- _Work to be completed_
Every line holding "give" should be copied from the records below.

START Exercise input

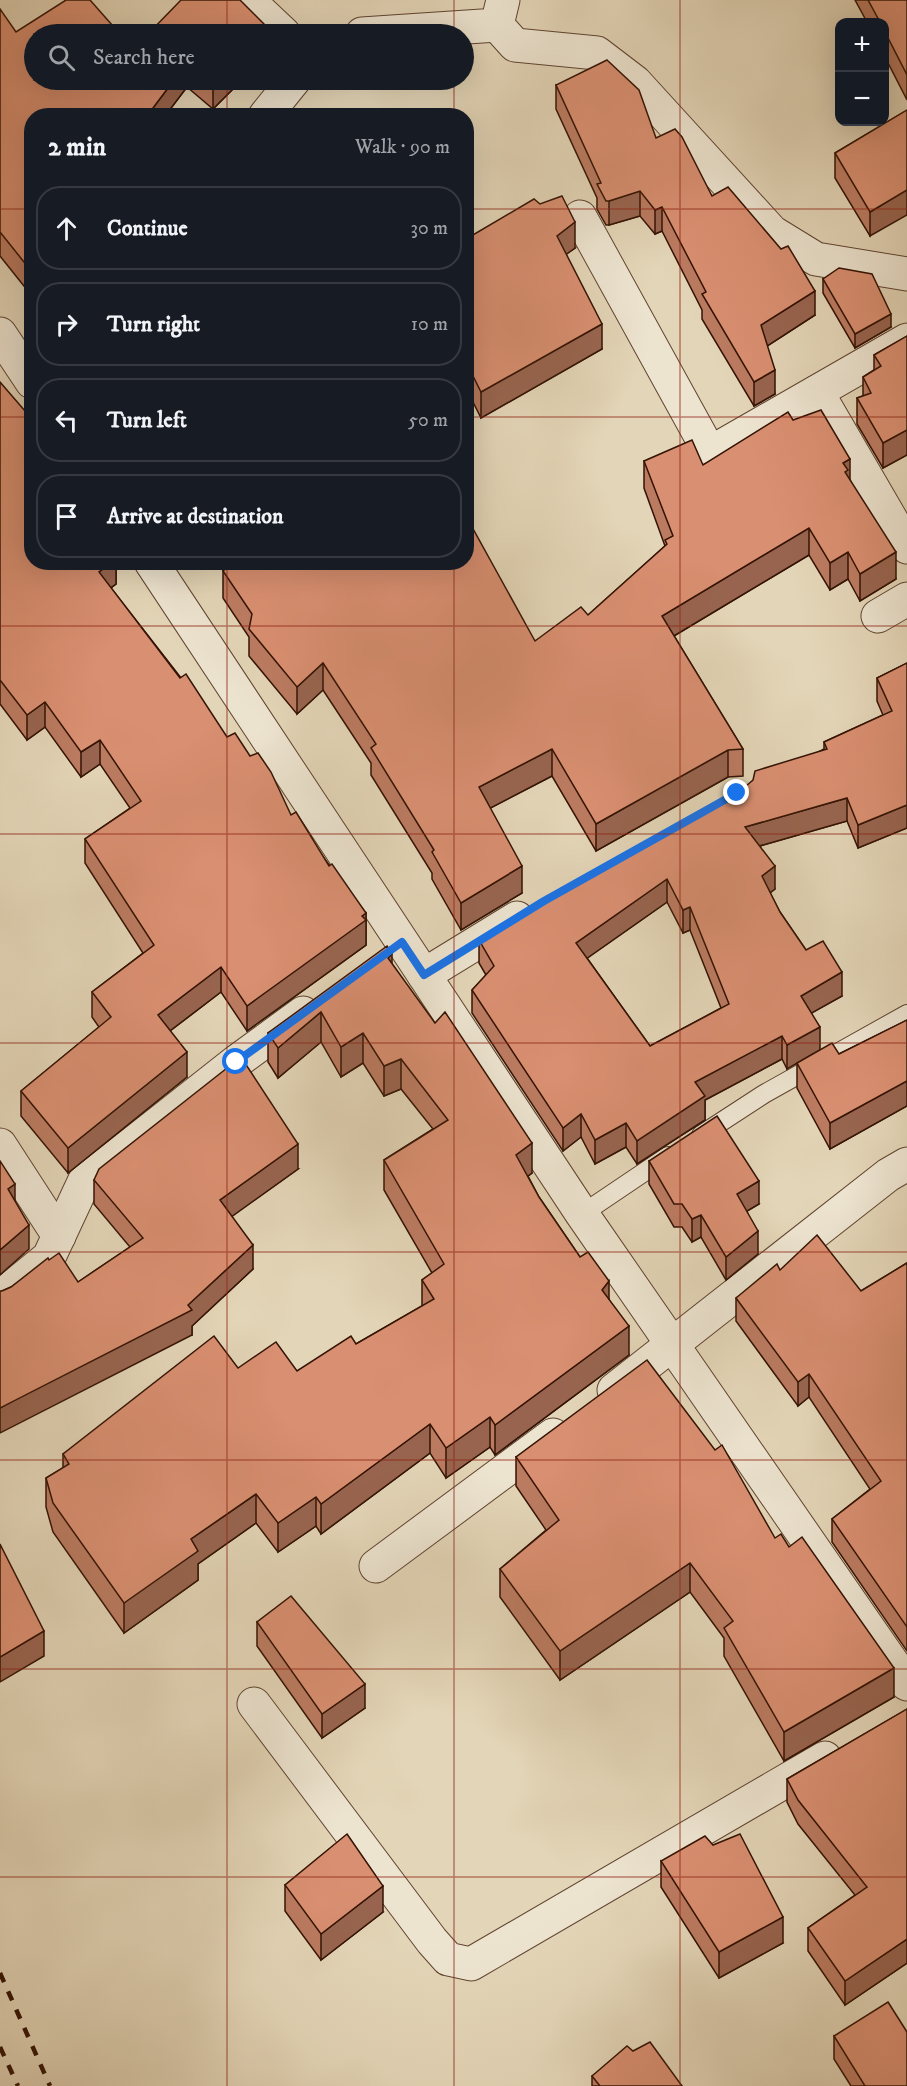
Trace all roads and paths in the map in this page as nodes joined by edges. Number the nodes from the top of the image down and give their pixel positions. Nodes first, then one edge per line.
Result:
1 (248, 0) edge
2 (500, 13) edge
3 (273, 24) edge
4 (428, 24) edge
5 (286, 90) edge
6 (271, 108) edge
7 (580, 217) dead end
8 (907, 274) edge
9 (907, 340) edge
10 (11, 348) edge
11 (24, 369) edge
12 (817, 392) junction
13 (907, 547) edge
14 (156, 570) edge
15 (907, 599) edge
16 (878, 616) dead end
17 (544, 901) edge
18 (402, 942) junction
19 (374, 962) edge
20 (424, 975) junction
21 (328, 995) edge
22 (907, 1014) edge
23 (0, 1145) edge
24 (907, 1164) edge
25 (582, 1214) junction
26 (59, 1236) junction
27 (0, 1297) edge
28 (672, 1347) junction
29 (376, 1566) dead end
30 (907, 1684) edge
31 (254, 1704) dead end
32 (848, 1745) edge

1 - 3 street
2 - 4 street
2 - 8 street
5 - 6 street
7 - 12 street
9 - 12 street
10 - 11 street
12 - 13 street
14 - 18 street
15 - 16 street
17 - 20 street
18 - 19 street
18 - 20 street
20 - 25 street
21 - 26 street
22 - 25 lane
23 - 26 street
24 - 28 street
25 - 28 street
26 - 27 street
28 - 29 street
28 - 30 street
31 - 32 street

END Exercise input
START Exercise input

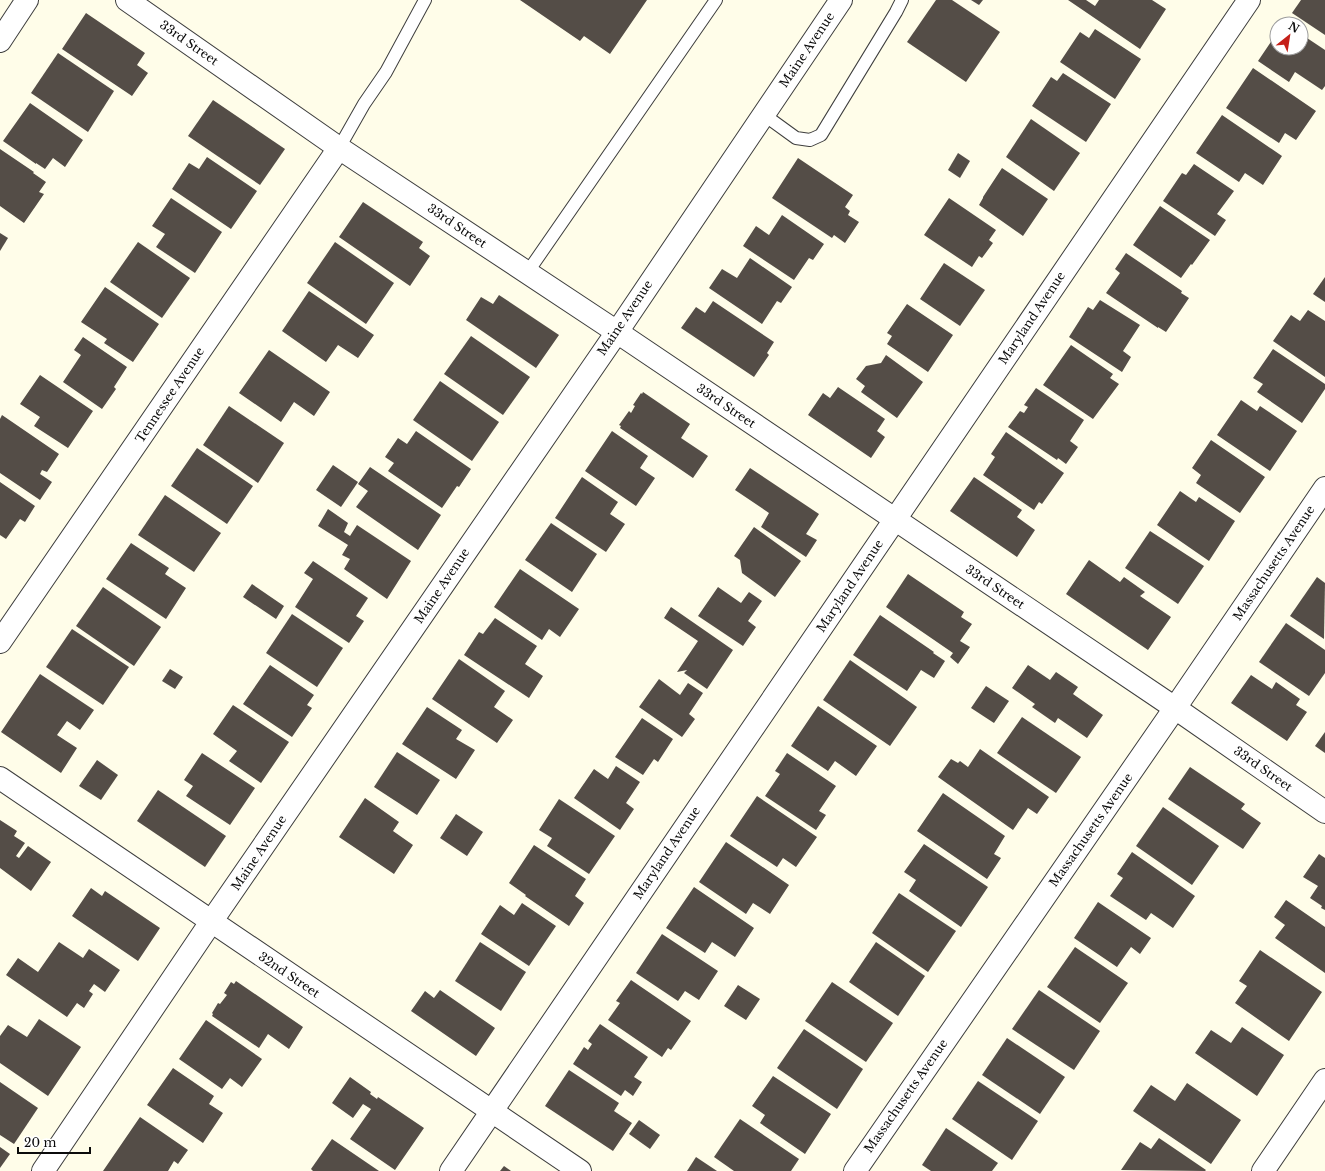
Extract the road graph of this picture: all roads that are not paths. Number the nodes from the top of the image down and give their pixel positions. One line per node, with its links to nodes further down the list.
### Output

END Exercise input

- _Answer below_
Trace all roads and paths in the map in this page as nodes joined by edges. Number the nodes from the top of the image down and give their pixel positions. Nodes first, then one edge per line.
Extract the road graph of this picture: all roads that are not paths. Number the nodes from the top of the image down and give their pixel positions. One line per node, with its links to nodes further down the list.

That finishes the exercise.